If you change the behavior of typing sequences you should never type, is it a bug?

by Michael S. Kaplan, published on 2011/08/15 07:01 -04:00, original URI: http://blogs.msdn.com/b/michkap/archive/2011/08/15/10195601.aspx


The Array IME has had a colorful history.

Especially in the move from the old IMM32 based world to the the new Cicero based world....

Finally things are pretty stable.

I mean, they are as long as your goal is fast, error-free input!

Even back in XP and Server 2003 and earlier, it was possible to see lots notdef glyphs:

Of course they could not be selected, and hitting the number or trying to choose it would fail.

It would at least beep to tell you, though!

Now in Vista and later, the experience is not entirely unfamiliar:

One big difference, though.

Now, you can choose these "invalid" choices.

Mostly they are U+25a1 (WHITE CIRCLE), a fitting image often used to represent the notdef glyph.

Though an actual NULL might been better -- given the longstanding behavior described in Short-sighted text processing #1: Uniscribe filters nothing and The Sally Kimball Addition To The Dead Keys Conundrum: An Encyclopedia Brown Mystery for illegal sequences.

Not in the TableTextServiceArray.txt source file. But in the code, somehow?

Note that this matches the original behavior of the IMM32-based Array IME...

The actual strings in the source file look like they were probably a straight migration, though the behavior didn't migrate as well. :-(

From an input point of view, this migration was as not entirely unlike the one from Win9x to WinNT described in The Romanian keyboard layout on XP is the brokenest layout of all!

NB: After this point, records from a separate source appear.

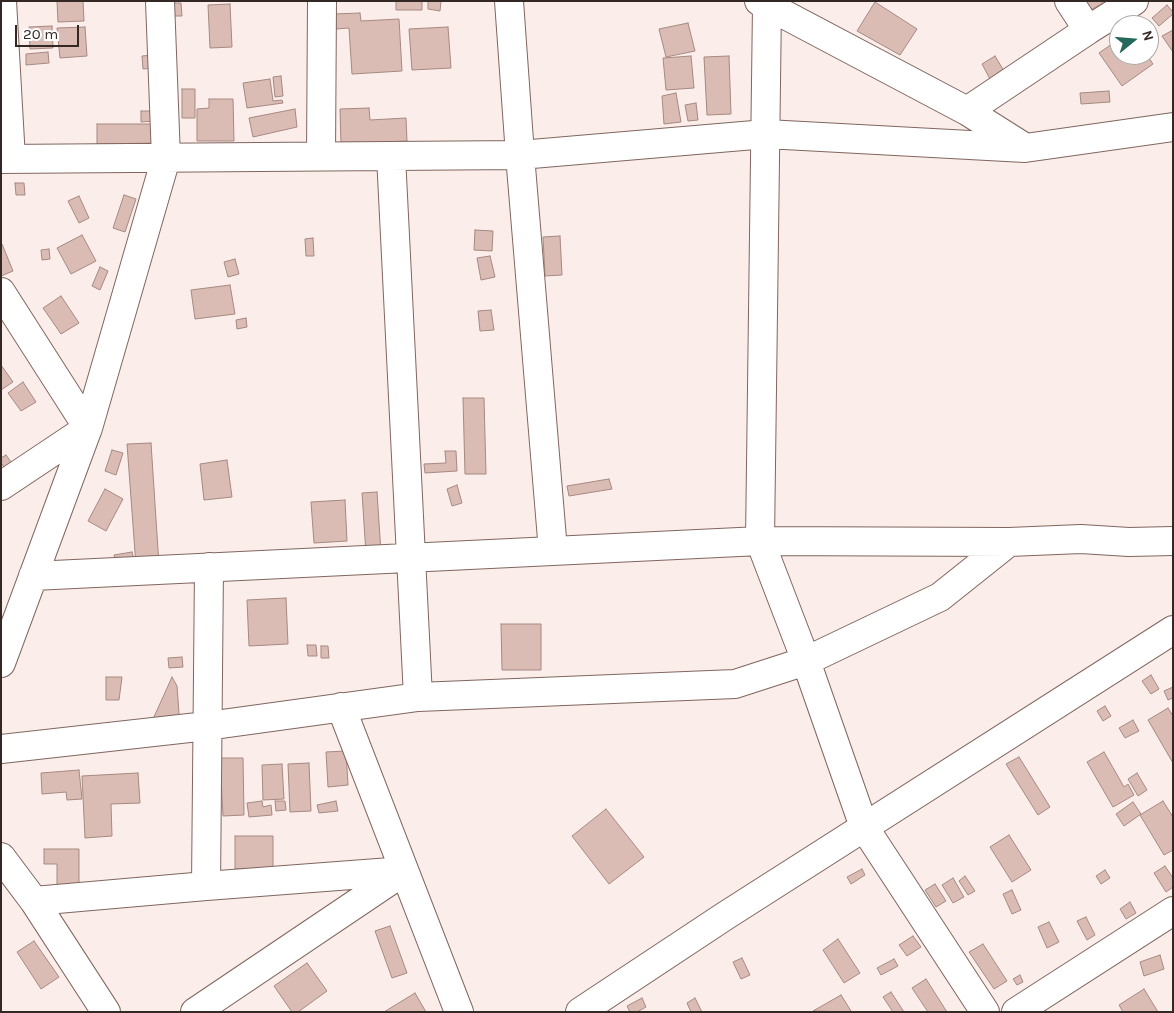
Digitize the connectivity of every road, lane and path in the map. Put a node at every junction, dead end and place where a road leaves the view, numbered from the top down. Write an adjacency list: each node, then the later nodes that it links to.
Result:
1 (2, 1): 9 (street)
2 (160, 1): 17 (street)
3 (322, 1): 15 (street)
4 (509, 1): 14 (street)
5 (1070, 1): 8 (street)
6 (1134, 1): 8 (street)
7 (767, 3): 10 (street); 12 (street)
8 (1088, 30): 10 (street)
9 (3, 35): 18 (street)
10 (967, 111): 13 (street)
11 (1173, 127): 13 (street)
12 (766, 134): 13 (street); 14 (street); 22 (street)
13 (1025, 148)
14 (520, 155): 16 (street); 25 (street)
15 (321, 156): 16 (street); 17 (street)
16 (391, 156): 26 (street)
17 (166, 158): 18 (street); 20 (street)
18 (6, 159)
19 (1, 292): 20 (street)
20 (88, 428): 21 (street); 28 (street)
21 (1, 486)
22 (760, 541): 24 (street); 25 (street); 30 (street)
23 (1173, 541): 24 (street)
24 (1009, 542): 30 (street)
25 (553, 551): 26 (street)
26 (410, 558): 27 (street); 32 (street)
27 (209, 567): 28 (street); 34 (street)
28 (33, 576): 31 (street)
29 (1173, 630): 36 (street)
30 (806, 660): 32 (street); 36 (street)
31 (1, 663)
32 (418, 697): 33 (street)
33 (341, 707): 34 (street); 38 (street)
34 (207, 726): 35 (street); 39 (street)
35 (1, 749)
36 (864, 827): 45 (street); 46 (street)
37 (1, 857): 40 (street)
38 (404, 871): 39 (street); 43 (street); 44 (street)
39 (206, 886): 40 (street)
40 (34, 902): 42 (street)
41 (1173, 911): 47 (street)
42 (106, 1012)
43 (195, 1012)
44 (459, 1012)
45 (580, 1012)
46 (985, 1012)
47 (1016, 1012)

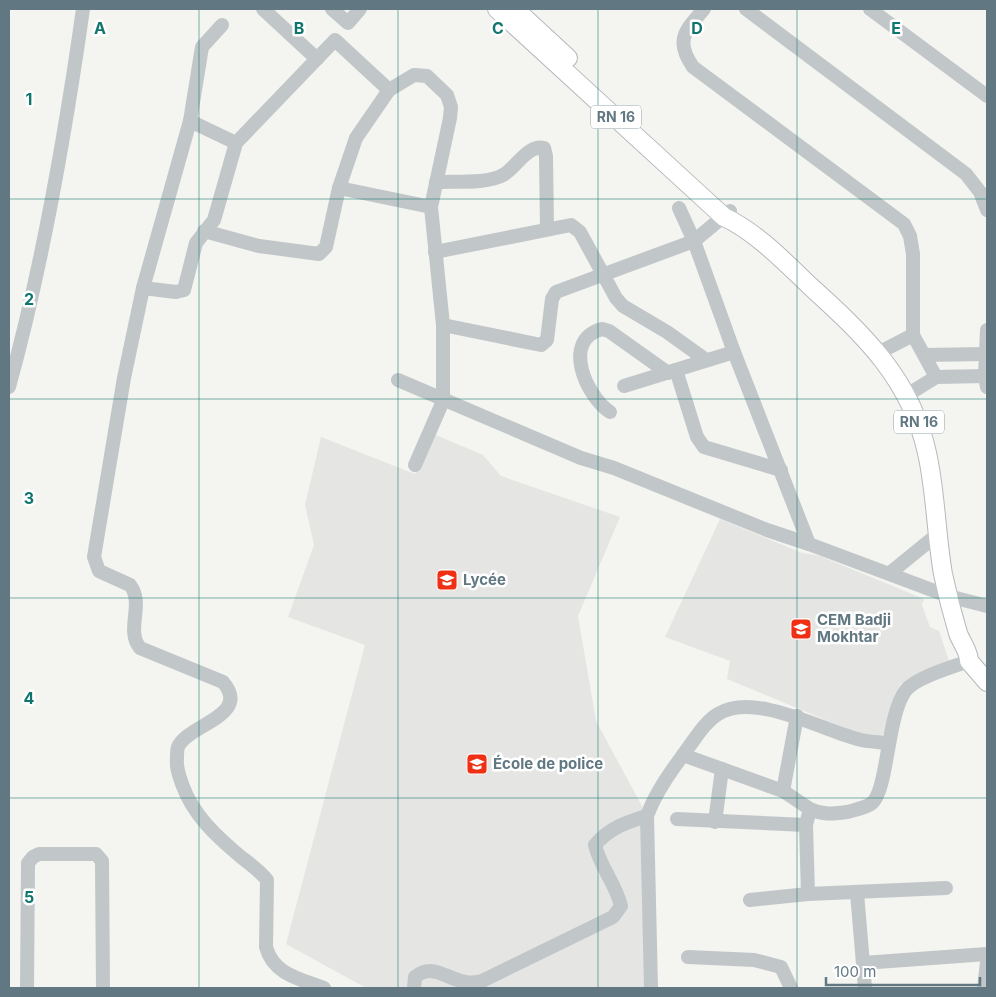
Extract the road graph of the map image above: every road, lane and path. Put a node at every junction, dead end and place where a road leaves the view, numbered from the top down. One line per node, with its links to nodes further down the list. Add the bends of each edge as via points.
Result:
1 (83, 9): 43 (street, via 68,113)
2 (262, 9): 13 (street)
3 (332, 9): 10 (street)
4 (360, 9): 10 (street)
5 (498, 9): 23 (main road, RN 16)
6 (515, 9): 23 (main road, RN 16)
7 (704, 9): 32 (street, via 686,30 682,44 693,67 904,224 913,254)
8 (746, 9): 22 (street, via 966,174 980,192)
9 (870, 9): 15 (street)
10 (348, 24): 12 (street)
11 (222, 25): 16 (street, via 202,47)
12 (335, 40): 13 (street); 14 (street)
13 (317, 59): 17 (street)
14 (389, 90): 18 (street, via 406,78 420,74 427,76 450,101 450,118); 19 (street, via 356,138)
15 (987, 96)
16 (190, 121): 17 (street); 29 (street)
17 (236, 143): 25 (street, via 214,220)
18 (436, 182): 20 (street); 24 (street, via 494,178 503,175 534,148 544,148)
19 (339, 188): 20 (street); 25 (street, via 326,247 319,254 260,246)
20 (431, 207): 27 (street)
21 (679, 208): 26 (street)
22 (987, 210)
23 (730, 217): 26 (street); 34 (main road, RN 16, via 790,267)
24 (547, 228): 27 (street); 28 (street, via 564,225 576,228)
25 (204, 231): 29 (street, via 196,243 184,290)
26 (694, 241): 28 (street); 33 (street)
27 (435, 252): 30 (street)
28 (603, 274): 30 (street, via 553,295 547,340 542,345); 37 (street, via 623,306 668,332)
29 (143, 288): 76 (street, via 124,378 95,566 103,574 134,589 133,634 140,648 223,682 228,688 228,706 178,746 176,767 196,813 267,880 266,947 269,957 278,969)
30 (443, 325): 45 (street)
31 (987, 330): 35 (street)
32 (913, 335): 34 (street); 36 (street)
33 (734, 352): 37 (street); 48 (street)
34 (878, 353): 44 (main road, RN 16)
35 (986, 354): 36 (street); 41 (street)
36 (925, 355): 39 (street)
37 (706, 360): 38 (street)
38 (672, 372): 42 (street); 46 (street, via 608,331 602,329 588,335 580,351 580,361 593,398); 48 (street, via 696,437 704,447)
39 (936, 377): 41 (street); 44 (street)
40 (398, 380): 45 (street)
41 (986, 382)
42 (624, 386)
43 (9, 388)
44 (907, 395): 49 (main road, RN 16, via 917,416 928,455)
45 (443, 401): 47 (street); 50 (street, via 581,458)
46 (610, 412)
47 (415, 466)
48 (781, 470): 50 (street)
49 (938, 534): 51 (street); 52 (main road, RN 16)
50 (810, 544): 51 (street)
51 (890, 572): 52 (street)
52 (948, 596): 53 (street); 54 (main road, RN 16)
53 (987, 606)
54 (969, 660): 55 (main road, RN 16); 57 (street, via 913,683 906,690)
55 (987, 682)
56 (797, 716): 57 (street, via 861,740); 58 (street, via 740,708 720,713 707,722); 60 (street)
57 (888, 742): 61 (street, via 880,790 872,803 833,814)
58 (683, 755): 59 (street); 62 (street, via 654,796)
59 (722, 769): 60 (street); 64 (street)
60 (783, 791): 61 (street)
61 (810, 809): 65 (street)
62 (647, 816): 77 (street, via 604,834 596,845 598,857 620,900 621,906 613,917 482,980 465,982 429,970 415,977); 78 (street)
63 (677, 819): 64 (street)
64 (715, 822): 65 (street)
65 (806, 825): 68 (street)
66 (946, 888): 67 (street)
67 (857, 893): 68 (street); 73 (street)
68 (808, 894): 69 (street)
69 (750, 900)
70 (987, 954): 73 (street)
71 (688, 957): 79 (street, via 754,960 781,967)
72 (987, 962): 81 (street)
73 (863, 963): 80 (street)
74 (27, 988): 75 (street, via 28,863 39,854 96,854 102,861)
75 (103, 988)
76 (324, 988)
77 (414, 988)
78 (650, 988)
79 (791, 988)
80 (865, 988)
81 (984, 988)

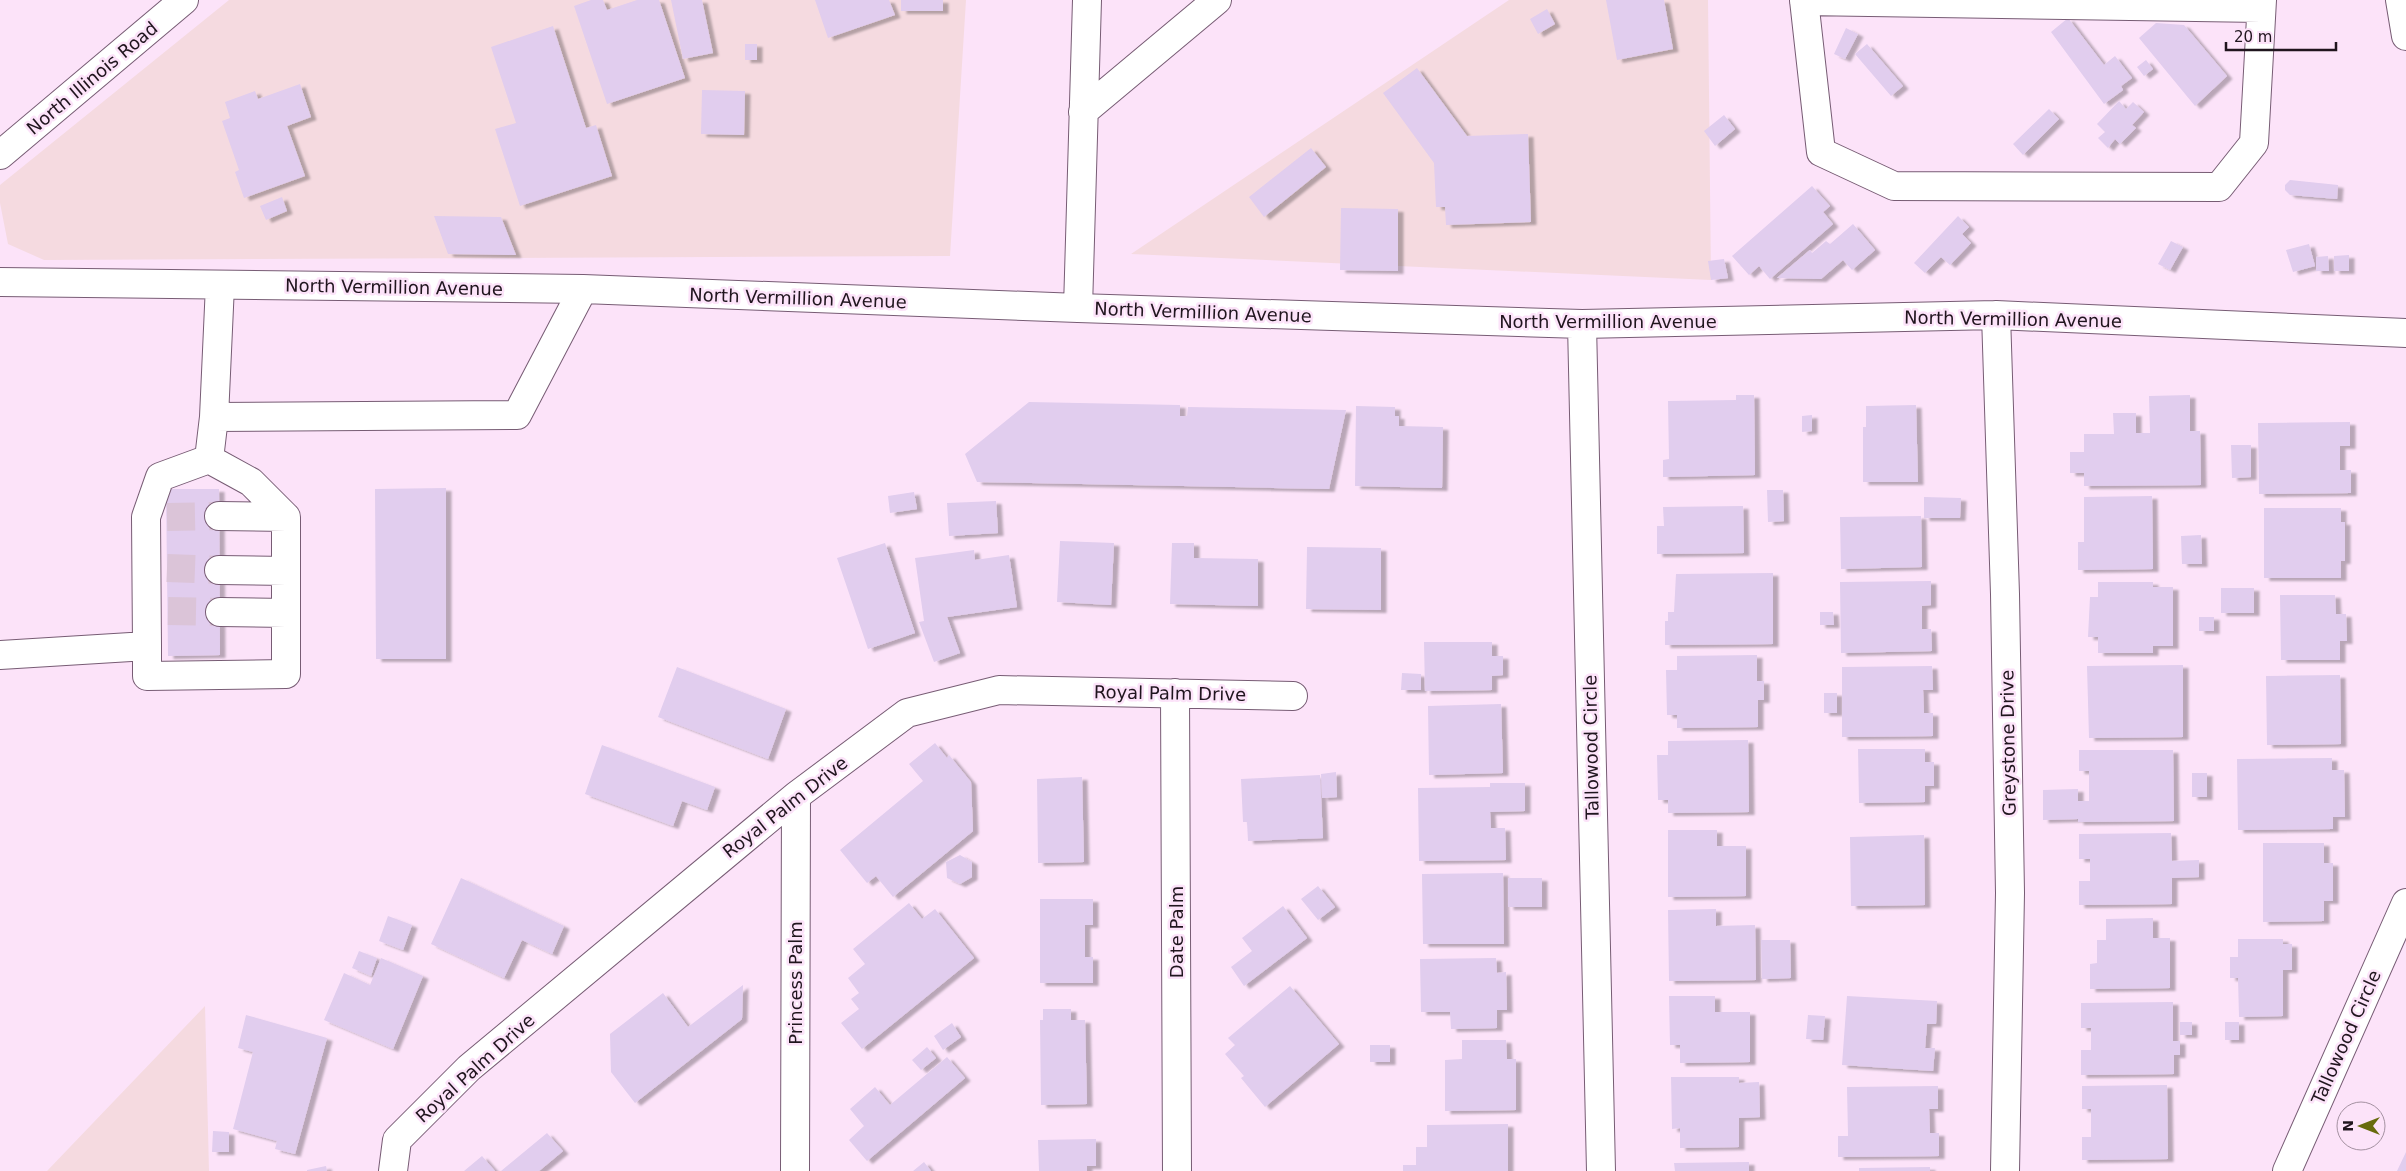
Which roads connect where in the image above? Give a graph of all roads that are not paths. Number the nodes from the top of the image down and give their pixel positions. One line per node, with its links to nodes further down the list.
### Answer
1 (184, 0): 9 (street, North Illinois Road)
2 (1087, 0): 8 (street)
3 (1217, 0): 8 (street)
4 (2400, 0): 7 (street)
5 (1804, 1): 6 (street); 6 (street)
6 (2262, 4)
7 (2406, 36)
8 (1083, 112): 13 (street)
9 (0, 155)
10 (0, 282): 11 (street, North Vermillion Avenue)
11 (220, 285): 12 (street, North Vermillion Avenue); 17 (street)
12 (583, 289): 13 (street, North Vermillion Avenue); 17 (street)
13 (1078, 308): 15 (street, North Vermillion Avenue)
14 (1996, 314): 15 (street, North Vermillion Avenue); 16 (street, North Vermillion Avenue); 35 (street, Greystone Drive)
15 (1582, 324): 34 (street, Tallowood Circle)
16 (2406, 333)
17 (214, 417): 18 (street)
18 (210, 459): 20 (street); 25 (street)
19 (219, 516): 20 (street)
20 (286, 517): 22 (street)
21 (219, 570): 22 (street)
22 (286, 571): 24 (street)
23 (220, 612): 24 (street)
24 (286, 613): 25 (street)
25 (146, 646): 26 (street)
26 (0, 655)
27 (1175, 694): 28 (street, Royal Palm Drive); 29 (street, Royal Palm Drive); 33 (street, Date Palm)
28 (1293, 696)
29 (796, 796): 31 (street, Royal Palm Drive); 32 (street, Princess Palm)
30 (2406, 903): 36 (street, Tallowood Circle)
31 (393, 1171)
32 (795, 1171)
33 (1177, 1171)
34 (1601, 1171)
35 (2006, 1171)
36 (2287, 1171)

 But in the end, how serious is this change in behavior?

Well, it depends.

According to one point of view (which one might even call a "more Asian" point of view?), a change of behavior in invalid/illegal sequences isn't terribly important.

Because it would be wrong to type them anyway!

And, as a more concrete example, the original author of the Array IME, who voiced serious concerns about prior functionality loss and bugs in Vista only fixed in SP2 and Windows 7, has never AFAIK seriously complained about the issue...

Though to someone with as much error-prone typing as I, it may seem harder to dismiss.

What do people here think about it?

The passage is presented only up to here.